Microsoft Employees Help Train Service Dogs for People with Physical Disabilities

REDMOND, Wash., November 9, 1998 — About half a dozen Microsoft employees regularly bring their dogs to work at the software company’s main campus. This isn’t just another example of casual work rules that apply at most high-tech companies, however, these Microsoft employees are helping to turn puppies into lifelines as volunteer trainers with Canine Companions for Independence (CCI), a California-based non-profit organization that provides service dogs to people with physical disabilities.

Ann Beebe is raising her fourth CCI puppy. “It’s important to me that Microsoft lets me bring my dog here,” said Beebe. “It allows me to bring my volunteer work with me into the office. It makes me value my job so much more.”
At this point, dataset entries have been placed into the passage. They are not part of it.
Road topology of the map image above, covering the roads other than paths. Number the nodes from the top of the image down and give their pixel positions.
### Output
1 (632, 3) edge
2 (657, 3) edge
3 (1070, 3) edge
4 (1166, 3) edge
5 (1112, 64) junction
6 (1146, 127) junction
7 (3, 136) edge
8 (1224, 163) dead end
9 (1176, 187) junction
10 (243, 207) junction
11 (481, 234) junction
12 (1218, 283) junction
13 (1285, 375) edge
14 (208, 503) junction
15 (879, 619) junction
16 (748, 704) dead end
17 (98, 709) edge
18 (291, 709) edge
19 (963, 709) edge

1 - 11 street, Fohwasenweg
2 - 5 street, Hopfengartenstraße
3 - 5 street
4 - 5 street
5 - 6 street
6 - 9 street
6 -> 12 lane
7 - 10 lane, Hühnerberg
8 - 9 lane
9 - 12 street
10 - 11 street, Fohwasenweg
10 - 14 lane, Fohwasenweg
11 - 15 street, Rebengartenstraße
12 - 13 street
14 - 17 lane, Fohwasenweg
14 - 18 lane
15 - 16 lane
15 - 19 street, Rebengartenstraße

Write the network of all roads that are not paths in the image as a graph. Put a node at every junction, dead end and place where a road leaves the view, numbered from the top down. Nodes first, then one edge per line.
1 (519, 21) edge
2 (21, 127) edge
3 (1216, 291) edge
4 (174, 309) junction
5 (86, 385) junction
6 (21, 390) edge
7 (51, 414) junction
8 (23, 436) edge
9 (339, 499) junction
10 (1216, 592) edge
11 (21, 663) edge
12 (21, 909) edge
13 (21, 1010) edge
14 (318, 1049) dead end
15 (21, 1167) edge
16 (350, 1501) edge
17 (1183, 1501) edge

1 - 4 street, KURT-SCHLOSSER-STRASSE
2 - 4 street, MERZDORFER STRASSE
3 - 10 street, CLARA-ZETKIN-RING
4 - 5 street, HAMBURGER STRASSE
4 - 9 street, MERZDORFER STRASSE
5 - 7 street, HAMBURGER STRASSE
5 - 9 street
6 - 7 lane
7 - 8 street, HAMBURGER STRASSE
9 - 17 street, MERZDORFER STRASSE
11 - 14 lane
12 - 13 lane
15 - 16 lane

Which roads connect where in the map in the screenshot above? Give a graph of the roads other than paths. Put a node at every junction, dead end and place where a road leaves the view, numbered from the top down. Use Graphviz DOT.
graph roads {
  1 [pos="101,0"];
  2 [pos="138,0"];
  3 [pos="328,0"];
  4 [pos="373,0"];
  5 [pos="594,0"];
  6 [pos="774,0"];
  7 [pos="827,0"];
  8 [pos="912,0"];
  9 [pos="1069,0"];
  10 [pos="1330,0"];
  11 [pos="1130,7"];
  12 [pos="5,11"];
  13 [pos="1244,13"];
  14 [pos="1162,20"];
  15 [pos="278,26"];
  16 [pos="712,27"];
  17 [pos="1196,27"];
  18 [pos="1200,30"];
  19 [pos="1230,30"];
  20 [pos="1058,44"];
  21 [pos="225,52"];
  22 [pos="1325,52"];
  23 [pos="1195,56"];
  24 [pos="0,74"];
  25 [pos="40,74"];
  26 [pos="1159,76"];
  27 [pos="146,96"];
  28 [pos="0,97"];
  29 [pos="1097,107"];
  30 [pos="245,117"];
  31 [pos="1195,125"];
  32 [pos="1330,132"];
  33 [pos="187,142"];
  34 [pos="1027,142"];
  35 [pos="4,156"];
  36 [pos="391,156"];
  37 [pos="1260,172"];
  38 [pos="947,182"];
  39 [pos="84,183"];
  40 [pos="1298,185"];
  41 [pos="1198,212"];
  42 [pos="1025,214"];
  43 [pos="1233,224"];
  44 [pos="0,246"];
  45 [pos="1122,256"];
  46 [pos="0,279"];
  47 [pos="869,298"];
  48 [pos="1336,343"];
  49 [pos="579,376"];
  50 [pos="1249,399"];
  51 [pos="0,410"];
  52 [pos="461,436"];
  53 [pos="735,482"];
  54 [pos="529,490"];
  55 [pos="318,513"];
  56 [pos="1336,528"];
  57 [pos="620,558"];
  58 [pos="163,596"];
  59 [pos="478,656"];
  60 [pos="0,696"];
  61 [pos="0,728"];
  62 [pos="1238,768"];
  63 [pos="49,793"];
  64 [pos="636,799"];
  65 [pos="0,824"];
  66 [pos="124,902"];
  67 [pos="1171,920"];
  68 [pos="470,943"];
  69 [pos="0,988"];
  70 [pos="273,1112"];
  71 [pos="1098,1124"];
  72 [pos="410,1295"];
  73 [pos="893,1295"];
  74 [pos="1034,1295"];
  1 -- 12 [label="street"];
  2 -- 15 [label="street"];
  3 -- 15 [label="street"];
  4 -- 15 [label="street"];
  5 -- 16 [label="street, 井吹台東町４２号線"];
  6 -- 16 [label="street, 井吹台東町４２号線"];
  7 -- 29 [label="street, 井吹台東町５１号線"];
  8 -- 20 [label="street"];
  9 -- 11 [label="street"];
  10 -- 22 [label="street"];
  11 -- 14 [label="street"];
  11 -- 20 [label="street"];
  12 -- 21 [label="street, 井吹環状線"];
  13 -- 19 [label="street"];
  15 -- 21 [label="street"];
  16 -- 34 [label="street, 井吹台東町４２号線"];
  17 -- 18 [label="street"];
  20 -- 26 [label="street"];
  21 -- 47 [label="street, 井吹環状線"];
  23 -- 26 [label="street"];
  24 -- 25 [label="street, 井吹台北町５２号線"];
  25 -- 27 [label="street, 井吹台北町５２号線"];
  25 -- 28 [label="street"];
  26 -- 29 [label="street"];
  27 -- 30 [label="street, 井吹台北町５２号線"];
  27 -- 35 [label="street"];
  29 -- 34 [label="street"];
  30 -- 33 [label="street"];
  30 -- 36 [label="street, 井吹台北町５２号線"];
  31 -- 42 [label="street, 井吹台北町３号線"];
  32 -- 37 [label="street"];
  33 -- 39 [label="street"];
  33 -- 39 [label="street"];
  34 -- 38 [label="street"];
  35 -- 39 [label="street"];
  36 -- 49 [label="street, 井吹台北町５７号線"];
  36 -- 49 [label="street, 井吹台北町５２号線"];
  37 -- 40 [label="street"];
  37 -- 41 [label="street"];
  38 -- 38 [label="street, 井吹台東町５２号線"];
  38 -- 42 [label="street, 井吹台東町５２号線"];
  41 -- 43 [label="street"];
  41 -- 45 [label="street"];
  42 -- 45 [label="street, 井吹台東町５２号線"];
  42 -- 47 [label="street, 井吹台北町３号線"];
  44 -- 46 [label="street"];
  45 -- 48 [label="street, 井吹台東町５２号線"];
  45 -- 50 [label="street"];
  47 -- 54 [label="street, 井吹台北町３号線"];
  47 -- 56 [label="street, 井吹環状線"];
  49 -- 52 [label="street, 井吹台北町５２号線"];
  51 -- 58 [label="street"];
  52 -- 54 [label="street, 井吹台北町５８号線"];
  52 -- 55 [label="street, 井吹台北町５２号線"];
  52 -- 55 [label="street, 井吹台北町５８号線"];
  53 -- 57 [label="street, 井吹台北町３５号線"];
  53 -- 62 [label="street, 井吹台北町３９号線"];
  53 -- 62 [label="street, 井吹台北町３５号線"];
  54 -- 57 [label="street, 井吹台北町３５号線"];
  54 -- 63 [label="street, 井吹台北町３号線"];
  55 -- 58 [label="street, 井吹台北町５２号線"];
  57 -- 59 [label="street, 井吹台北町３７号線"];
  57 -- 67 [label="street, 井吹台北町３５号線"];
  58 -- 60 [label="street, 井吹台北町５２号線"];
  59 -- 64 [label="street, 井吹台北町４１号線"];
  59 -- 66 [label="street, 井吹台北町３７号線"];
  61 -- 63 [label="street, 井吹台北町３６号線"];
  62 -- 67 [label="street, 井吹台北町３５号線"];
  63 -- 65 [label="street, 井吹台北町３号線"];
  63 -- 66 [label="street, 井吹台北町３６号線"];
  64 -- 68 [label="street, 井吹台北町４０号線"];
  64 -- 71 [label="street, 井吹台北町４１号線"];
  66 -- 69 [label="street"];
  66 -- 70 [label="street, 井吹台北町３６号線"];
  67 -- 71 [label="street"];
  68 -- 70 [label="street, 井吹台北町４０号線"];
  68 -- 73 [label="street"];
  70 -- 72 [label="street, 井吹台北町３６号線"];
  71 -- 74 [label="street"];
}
Julie Merges, another dog trainer, says being involved in the program can be a little distracting, but not in the way people might think. “It’s never a distraction when our dogs are here, it’s only a distraction when they’re not. That’s when people come by and ask, ‘Where’s Boone?'” said Merges.

The real-world office training is critical if the dogs are ever to take their place by the side of a physically challenged human. At Microsoft, the dogs learn to wait patiently as their masters spend time working quietly at a computer. They also attend business meetings and go to the cafeteria with their trainers. It’s all part of the dogs’ training, which prepares them to enhance the lives of people with physical disabilities and others who may benefit from pet-assisted therapy.

For the Microsoft workers involved in the dog-training program, giving up their canine friends is the hardest part. But they say knowing what an important difference these animals make in the lives of the people they serve makes it all worthwhile.